今回の会議では、各オーナーが、日本の少子化と人口減少を見据えた野球振興策を議論する場が設けられた。南場オーナーには、DeNAの球界参入が認められた2011年の12月に横浜スタジアムを視察した際に女性を意識してトイレの改修を助言し、イメージアップにつなげたエピソードもあり、女性ならではの視点での助言が求められている。
話し合いを終え「今後の野球振興を考える上では子どもが重要。それには母親の影響が大きい。女性をしっかり巻き込んでいくことが重要になる。先輩オーナーの方々と力を合わせて一丸となって野球界を盛り上げていきたい」と語った南場オーナーに対し、熊﨑勝彦コミッショナーは「貴重な意見を出されていた。少子高齢化のなかでファン拡大の重要性を言っておられた。いい雰囲気になったと思う」と期待を寄せた。

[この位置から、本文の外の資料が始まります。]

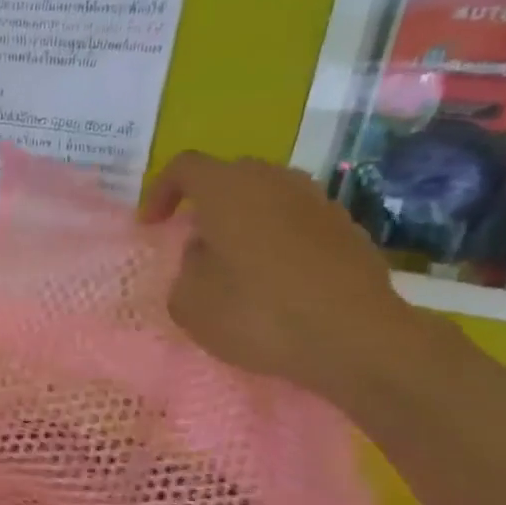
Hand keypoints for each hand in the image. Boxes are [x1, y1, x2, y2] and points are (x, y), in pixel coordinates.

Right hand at [139, 153, 435, 401]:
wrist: (353, 337)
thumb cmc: (257, 314)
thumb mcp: (189, 302)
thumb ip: (186, 268)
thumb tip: (206, 253)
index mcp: (228, 190)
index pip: (185, 167)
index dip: (160, 192)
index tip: (151, 225)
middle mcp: (275, 181)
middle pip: (230, 176)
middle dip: (206, 204)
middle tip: (193, 242)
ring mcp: (317, 201)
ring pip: (267, 197)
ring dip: (244, 221)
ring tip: (233, 264)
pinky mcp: (346, 228)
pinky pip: (296, 222)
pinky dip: (276, 240)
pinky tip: (274, 281)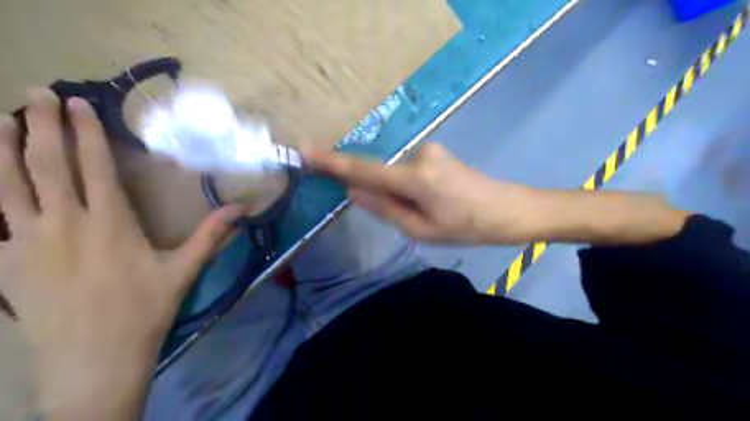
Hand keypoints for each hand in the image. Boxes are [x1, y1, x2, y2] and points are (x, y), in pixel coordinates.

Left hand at [0, 89, 246, 420]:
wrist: (94, 359)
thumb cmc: (144, 310)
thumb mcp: (183, 271)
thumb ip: (211, 235)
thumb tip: (242, 210)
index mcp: (110, 223)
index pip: (95, 167)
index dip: (86, 133)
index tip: (79, 104)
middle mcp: (65, 223)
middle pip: (48, 164)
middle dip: (43, 124)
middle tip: (37, 93)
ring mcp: (27, 241)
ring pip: (7, 184)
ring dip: (3, 148)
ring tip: (1, 119)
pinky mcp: (6, 262)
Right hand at [305, 142, 538, 244]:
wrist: (507, 209)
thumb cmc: (467, 227)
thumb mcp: (422, 230)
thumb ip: (385, 209)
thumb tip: (353, 193)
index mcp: (415, 178)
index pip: (364, 169)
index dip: (333, 162)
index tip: (305, 151)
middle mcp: (419, 155)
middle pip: (381, 173)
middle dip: (379, 192)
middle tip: (409, 215)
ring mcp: (429, 150)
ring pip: (396, 174)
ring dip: (399, 193)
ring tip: (428, 212)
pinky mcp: (436, 152)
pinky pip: (408, 170)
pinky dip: (407, 186)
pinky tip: (431, 201)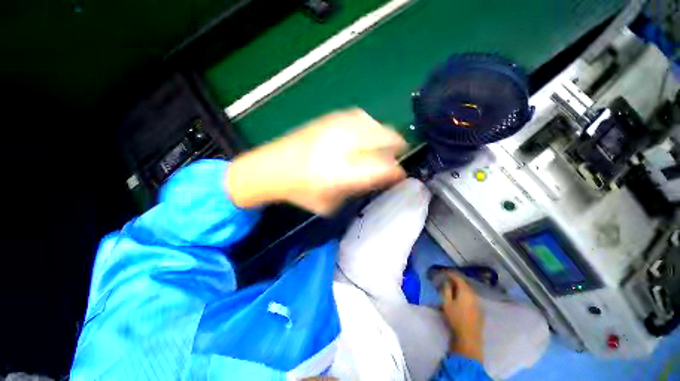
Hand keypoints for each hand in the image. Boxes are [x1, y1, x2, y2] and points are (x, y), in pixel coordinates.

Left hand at [227, 109, 406, 214]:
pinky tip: (367, 132)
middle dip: (397, 147)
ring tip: (385, 144)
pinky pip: (359, 116)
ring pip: (374, 124)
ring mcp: (334, 129)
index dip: (396, 171)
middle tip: (399, 155)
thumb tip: (378, 178)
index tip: (402, 174)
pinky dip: (369, 125)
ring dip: (385, 134)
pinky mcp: (327, 119)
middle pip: (383, 139)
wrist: (271, 167)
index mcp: (341, 173)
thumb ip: (356, 190)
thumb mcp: (330, 204)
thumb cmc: (300, 192)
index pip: (382, 169)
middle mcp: (341, 147)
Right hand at [440, 272, 483, 362]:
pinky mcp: (479, 310)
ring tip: (453, 288)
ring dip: (461, 287)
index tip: (444, 272)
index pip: (458, 278)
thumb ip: (446, 290)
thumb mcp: (446, 303)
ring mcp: (478, 303)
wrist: (469, 337)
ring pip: (469, 290)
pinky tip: (461, 298)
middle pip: (465, 283)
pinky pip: (471, 297)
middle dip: (456, 280)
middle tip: (447, 279)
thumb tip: (447, 282)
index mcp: (465, 291)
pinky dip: (465, 294)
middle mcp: (474, 295)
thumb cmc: (456, 318)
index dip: (450, 273)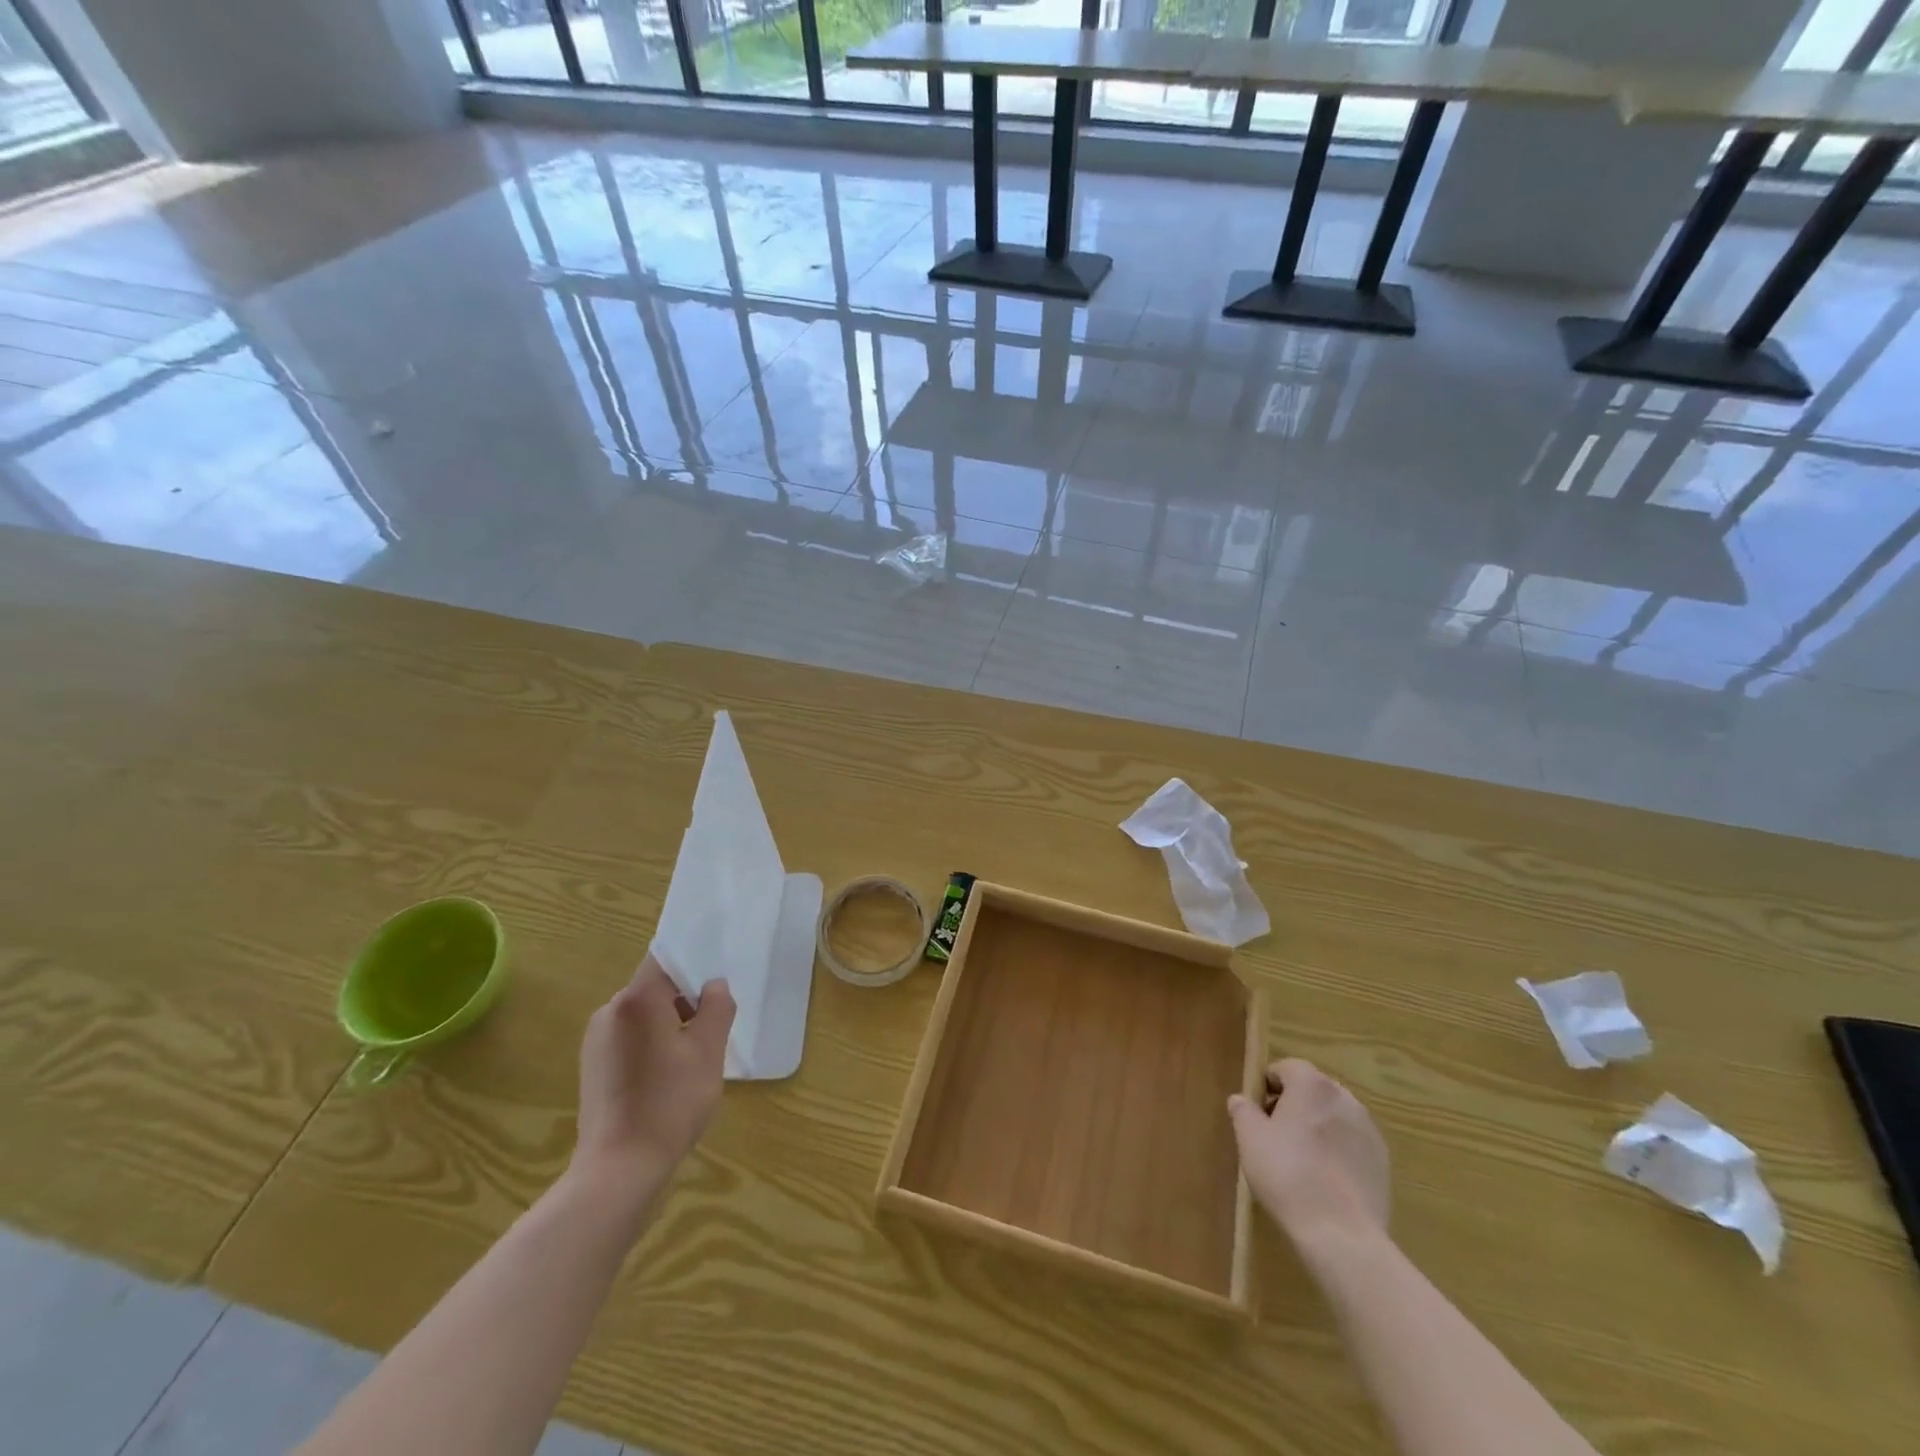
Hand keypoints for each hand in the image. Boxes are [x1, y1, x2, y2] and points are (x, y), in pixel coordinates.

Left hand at [571, 956, 734, 1211]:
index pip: (665, 958)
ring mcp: (596, 1040)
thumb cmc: (670, 1102)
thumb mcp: (709, 1051)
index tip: (715, 979)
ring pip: (643, 1014)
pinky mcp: (593, 1066)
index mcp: (636, 999)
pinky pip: (630, 1037)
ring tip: (693, 1057)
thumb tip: (714, 985)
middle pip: (654, 987)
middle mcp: (610, 1011)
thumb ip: (717, 1007)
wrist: (619, 1169)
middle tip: (713, 1026)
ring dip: (670, 1024)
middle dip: (685, 999)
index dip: (693, 961)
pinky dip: (652, 1044)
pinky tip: (668, 1076)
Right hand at [1228, 1058, 1389, 1245]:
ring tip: (1302, 1160)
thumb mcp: (1250, 1139)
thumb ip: (1243, 1111)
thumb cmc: (1288, 1175)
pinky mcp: (1383, 1161)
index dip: (1268, 1086)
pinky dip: (1338, 1151)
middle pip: (1312, 1090)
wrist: (1342, 1235)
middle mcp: (1344, 1097)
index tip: (1258, 1114)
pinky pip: (1352, 1143)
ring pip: (1333, 1116)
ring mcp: (1368, 1129)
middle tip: (1275, 1137)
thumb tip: (1241, 1100)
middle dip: (1293, 1105)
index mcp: (1312, 1084)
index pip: (1286, 1068)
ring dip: (1317, 1127)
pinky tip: (1325, 1179)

顧客ニーズの変化がめまぐるしいIT業界で勝ち抜いてきたビジネス手腕への期待も大きい。南場氏は新潟県出身。津田塾大を卒業して米コンサルタント会社に入社し、米ハー
バード大で経営学修士(MBA)を取得している。携帯向けポータルサイトを運営するDeNAで1999年の創業当時から社長を務め、2011年に病気療養中の夫の看病に専念するため取締役に退いたものの、同社を飛躍させた。
オーナーとしてプロ野球に積極的に関わることになった南場氏は「IT業界は競争が激しく、非常に厳しい中で利用開始や利用し続けていただくことをやっている。野球ファンでない方にどうやってファンになっていただくか、またずっとファンでい続けていただくか」と課題を挙げる。
特に若い層のファンを拡大するにはIT技術は大きな武器になる。日本のプロ野球はメジャー・リーグに比べるとIT技術の導入で立ち後れている。パ・リーグ6球団は07年に設立した共同事業会社、パシフィック・リーグマーケティング(PLM)でIT技術を駆使し、6球団の試合中継をインターネット中継する「パ・リーグTV」などで収益を伸ばしているが、セ・リーグはなかなか新しい事業に踏み出せておらず、両リーグの歩調は合っていない。伝統球団が多く、保守的なイメージの強いセ・リーグで、その物腰の柔らかさとビジネスセンスを発揮できるか。
初の女性オーナーは「これまではわが球団のことを考えてきたけれど、球界全体に知見を生かしていければ。みなでプロ野球という一つの劇場を盛り上げていきたい」と笑顔で語った。